The gaslighting came early from Arizona Rep. Paul Gosar and Georgia Rep. Jody Hice, who both voted to overturn results from key states even after the attack. Gosar said the crowd was full of “peaceful patriots,” even though many brought weapons, dozens assaulted police, and hundreds have been charged with federal crimes. Hice suggested the violence was on the part of outside agitators. In an incredible soft-on-crime moment, Gosar condemned the Justice Department investigation into the attack and complained that the FBI asked the public to help identify suspects. He and Hice rallied behind Ashli Babbitt, the QAnon-believing Trump supporter who was fatally shot by an officer while climbing through a window into an area where lawmakers were evacuating.
Rep. Andrew Clyde, a Georgia Republican, said point-blank: “There was no insurrection.” He added that TV footage of people in Statuary Hall taking pictures and video could be mistaken for tourists. “If you didn’t know the TV footage was a video from January the six, you would actually think it was a normal tourist visit.
The theme of the day became clear as the hearing progressed. The vast majority of House Republicans are still on board with the “big lie” about 2020 and are willing to lie about January 6.

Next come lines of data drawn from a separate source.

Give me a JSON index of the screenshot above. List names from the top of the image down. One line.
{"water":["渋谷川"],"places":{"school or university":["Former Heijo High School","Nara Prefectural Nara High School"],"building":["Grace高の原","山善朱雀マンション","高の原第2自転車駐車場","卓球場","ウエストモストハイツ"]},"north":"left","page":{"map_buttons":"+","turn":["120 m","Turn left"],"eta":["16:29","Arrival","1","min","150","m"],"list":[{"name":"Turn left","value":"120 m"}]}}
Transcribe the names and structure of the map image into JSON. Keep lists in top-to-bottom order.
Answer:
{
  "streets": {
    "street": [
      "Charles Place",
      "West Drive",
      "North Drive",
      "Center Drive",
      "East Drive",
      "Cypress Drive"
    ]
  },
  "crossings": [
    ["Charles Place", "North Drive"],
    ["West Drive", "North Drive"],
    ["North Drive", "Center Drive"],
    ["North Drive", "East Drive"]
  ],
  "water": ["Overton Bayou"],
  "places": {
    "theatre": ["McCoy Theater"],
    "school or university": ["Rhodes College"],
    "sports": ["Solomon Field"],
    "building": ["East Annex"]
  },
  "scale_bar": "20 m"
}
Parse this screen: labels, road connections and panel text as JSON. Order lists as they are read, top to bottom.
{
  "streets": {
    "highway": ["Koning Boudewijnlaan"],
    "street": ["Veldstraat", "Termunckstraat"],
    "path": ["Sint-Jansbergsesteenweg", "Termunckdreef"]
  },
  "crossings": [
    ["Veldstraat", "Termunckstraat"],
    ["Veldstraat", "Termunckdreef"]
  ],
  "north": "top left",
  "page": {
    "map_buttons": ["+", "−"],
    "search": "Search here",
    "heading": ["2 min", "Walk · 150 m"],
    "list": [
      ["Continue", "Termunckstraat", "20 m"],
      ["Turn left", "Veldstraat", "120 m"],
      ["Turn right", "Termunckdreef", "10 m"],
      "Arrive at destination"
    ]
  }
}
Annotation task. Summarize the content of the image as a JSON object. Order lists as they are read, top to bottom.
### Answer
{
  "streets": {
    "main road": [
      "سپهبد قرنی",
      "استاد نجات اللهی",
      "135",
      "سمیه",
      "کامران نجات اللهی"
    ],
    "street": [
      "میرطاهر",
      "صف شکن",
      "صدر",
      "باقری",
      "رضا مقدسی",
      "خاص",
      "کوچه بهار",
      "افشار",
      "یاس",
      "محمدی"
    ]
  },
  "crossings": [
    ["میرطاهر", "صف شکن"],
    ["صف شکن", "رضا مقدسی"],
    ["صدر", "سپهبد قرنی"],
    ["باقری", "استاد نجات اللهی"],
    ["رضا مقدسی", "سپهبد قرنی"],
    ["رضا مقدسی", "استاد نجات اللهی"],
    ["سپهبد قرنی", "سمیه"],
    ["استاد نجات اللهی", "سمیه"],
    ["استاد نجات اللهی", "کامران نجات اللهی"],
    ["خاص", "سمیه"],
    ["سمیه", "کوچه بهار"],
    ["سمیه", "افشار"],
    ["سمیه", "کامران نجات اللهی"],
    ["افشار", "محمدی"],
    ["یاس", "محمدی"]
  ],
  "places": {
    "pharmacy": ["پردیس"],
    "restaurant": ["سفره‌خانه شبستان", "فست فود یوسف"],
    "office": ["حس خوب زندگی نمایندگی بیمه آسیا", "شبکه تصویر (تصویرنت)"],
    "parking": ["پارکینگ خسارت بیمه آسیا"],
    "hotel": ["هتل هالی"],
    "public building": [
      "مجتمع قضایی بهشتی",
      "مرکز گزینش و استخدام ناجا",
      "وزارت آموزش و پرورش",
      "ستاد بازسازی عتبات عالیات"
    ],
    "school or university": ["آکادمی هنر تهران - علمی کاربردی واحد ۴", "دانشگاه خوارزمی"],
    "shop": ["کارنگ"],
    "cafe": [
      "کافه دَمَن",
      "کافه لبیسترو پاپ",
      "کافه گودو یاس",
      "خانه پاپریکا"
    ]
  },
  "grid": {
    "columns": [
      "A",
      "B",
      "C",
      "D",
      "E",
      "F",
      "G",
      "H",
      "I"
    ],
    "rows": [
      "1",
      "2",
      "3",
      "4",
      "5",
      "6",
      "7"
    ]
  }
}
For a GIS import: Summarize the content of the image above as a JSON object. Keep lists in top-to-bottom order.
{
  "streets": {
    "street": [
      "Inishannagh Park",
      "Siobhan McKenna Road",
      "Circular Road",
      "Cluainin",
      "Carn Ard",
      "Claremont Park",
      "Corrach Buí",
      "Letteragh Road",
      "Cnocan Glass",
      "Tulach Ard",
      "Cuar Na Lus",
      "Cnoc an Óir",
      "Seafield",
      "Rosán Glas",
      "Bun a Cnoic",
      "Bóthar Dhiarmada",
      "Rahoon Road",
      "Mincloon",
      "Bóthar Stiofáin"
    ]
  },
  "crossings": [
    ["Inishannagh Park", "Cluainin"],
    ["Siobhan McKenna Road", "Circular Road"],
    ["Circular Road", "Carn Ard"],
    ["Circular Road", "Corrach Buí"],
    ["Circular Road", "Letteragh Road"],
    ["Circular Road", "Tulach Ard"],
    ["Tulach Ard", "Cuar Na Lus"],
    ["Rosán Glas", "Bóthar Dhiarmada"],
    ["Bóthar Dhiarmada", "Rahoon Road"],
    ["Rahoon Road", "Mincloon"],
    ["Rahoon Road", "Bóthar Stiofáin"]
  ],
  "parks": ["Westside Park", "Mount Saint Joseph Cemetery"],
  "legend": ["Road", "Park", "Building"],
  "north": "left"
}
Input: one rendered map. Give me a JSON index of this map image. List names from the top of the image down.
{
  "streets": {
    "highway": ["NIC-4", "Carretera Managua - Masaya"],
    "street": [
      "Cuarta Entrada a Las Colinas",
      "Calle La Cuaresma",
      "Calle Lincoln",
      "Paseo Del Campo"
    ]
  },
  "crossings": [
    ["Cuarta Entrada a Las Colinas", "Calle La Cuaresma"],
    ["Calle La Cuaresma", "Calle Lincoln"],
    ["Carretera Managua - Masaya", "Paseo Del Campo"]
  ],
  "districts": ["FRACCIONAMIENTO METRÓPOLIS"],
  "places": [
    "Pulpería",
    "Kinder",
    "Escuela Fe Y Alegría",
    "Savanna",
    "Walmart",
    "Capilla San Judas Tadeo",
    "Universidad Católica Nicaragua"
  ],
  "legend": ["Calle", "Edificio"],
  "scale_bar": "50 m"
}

Rosen dodges questions about Trump
Rosen revealed that he met with Trump on January 3, just three days before the insurrection. He said they didn’t talk about the security planning for January 6, but he repeatedly refused to answer questions from House Oversight Committee Democrats about what he discussed with Trump at that meeting.
“I cannot tell you, consistent with my obligations today, about private conversations with the President, one way or the other,” Rosen said, later saying he “tried to be as forthcoming as I can” but that there are “ground rules” set by the Justice Department that he must “abide by.” Rosen did not elaborate on the alleged “ground rules” and passed on opportunities to shed more light on the insurrection.
This left Democrats stunned, including Rep. Gerry Connolly of Virginia, who pointed out that nobody invoked executive privilege before the hearing, and Rep. Kweisi Mfume of Maryland, who asked Rosen if Trump ever talked to him about overturning the results of the 2020 election.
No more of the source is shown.